◆ The problem
Lines from the records below that contain the word "Right" are to be copied out.

◆ Information
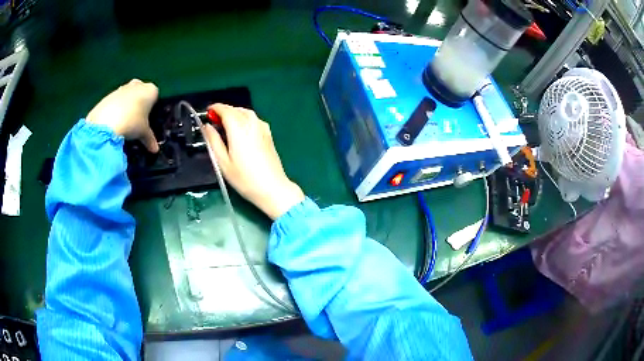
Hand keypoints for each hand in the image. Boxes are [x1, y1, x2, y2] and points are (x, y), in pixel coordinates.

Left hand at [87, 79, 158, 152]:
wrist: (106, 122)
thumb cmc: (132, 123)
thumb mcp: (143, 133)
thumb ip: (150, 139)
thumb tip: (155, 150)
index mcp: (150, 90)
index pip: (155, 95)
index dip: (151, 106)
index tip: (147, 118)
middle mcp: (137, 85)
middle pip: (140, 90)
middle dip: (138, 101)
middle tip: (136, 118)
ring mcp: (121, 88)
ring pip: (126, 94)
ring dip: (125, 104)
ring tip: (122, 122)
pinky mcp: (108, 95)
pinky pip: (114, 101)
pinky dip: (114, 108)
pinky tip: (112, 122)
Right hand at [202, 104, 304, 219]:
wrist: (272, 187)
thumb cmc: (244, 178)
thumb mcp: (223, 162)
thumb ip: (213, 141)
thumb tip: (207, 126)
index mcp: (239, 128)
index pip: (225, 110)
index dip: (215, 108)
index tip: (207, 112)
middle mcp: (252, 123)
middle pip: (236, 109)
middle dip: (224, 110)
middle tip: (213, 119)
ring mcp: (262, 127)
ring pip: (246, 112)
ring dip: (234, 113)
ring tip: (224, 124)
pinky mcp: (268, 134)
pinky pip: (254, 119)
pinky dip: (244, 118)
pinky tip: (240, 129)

* * *

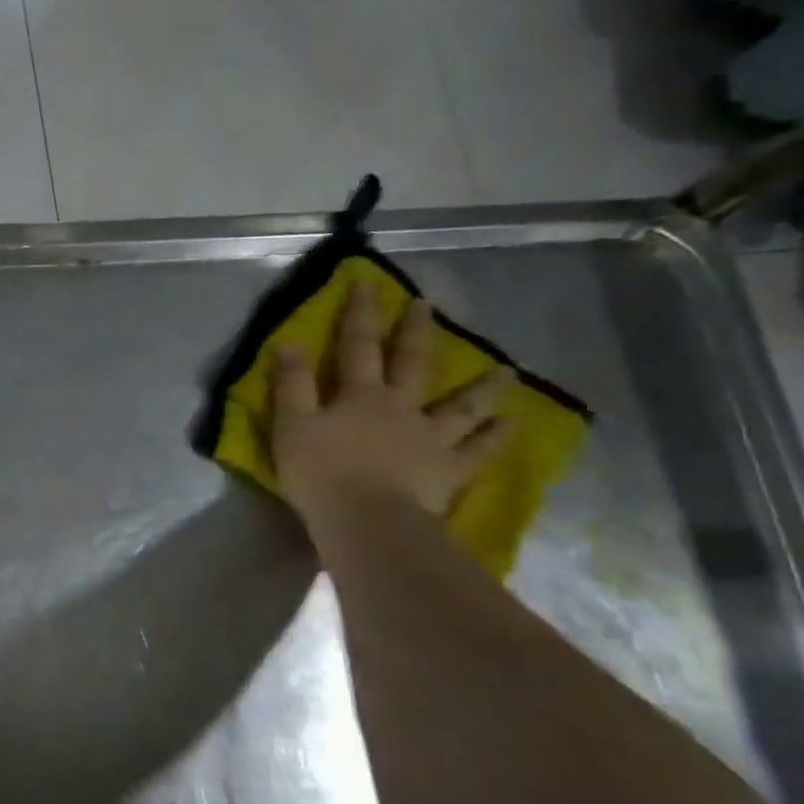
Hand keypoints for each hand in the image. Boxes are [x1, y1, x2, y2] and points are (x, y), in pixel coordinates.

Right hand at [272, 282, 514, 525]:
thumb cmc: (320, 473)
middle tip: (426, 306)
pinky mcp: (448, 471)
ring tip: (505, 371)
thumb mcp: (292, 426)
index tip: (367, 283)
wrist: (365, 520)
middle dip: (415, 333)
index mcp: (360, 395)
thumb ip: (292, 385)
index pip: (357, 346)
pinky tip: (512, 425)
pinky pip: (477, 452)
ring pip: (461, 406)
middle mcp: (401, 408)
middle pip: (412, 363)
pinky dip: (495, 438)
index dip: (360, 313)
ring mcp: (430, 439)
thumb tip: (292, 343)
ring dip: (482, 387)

...

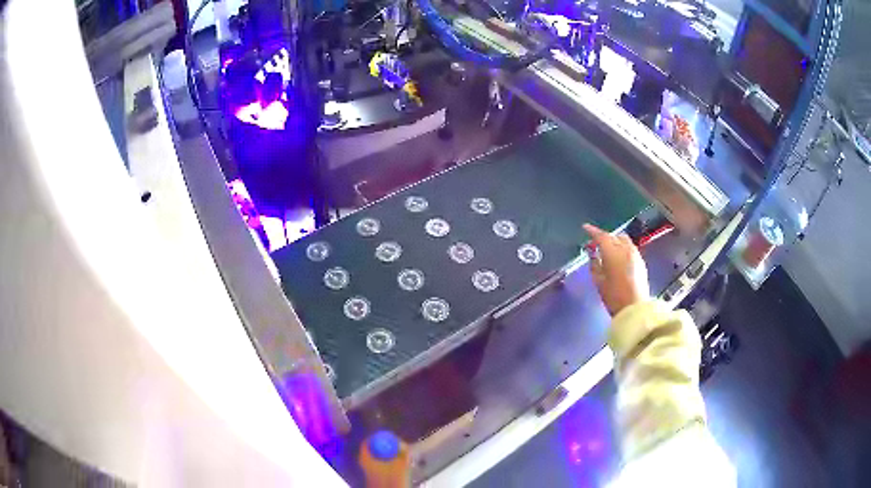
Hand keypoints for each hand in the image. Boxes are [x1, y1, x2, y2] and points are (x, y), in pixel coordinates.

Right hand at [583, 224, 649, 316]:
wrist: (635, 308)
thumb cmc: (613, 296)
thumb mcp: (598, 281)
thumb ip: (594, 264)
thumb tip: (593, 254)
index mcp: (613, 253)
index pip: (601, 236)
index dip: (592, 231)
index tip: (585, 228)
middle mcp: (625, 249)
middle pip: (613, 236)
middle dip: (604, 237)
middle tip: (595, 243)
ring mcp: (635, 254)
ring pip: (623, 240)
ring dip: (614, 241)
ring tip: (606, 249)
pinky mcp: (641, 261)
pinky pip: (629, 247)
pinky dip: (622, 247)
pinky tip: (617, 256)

◆ Answer to this task
Right hand at [202, 104, 304, 219]:
Right hand at [272, 282, 514, 525]:
Right hand at [583, 224, 649, 316]:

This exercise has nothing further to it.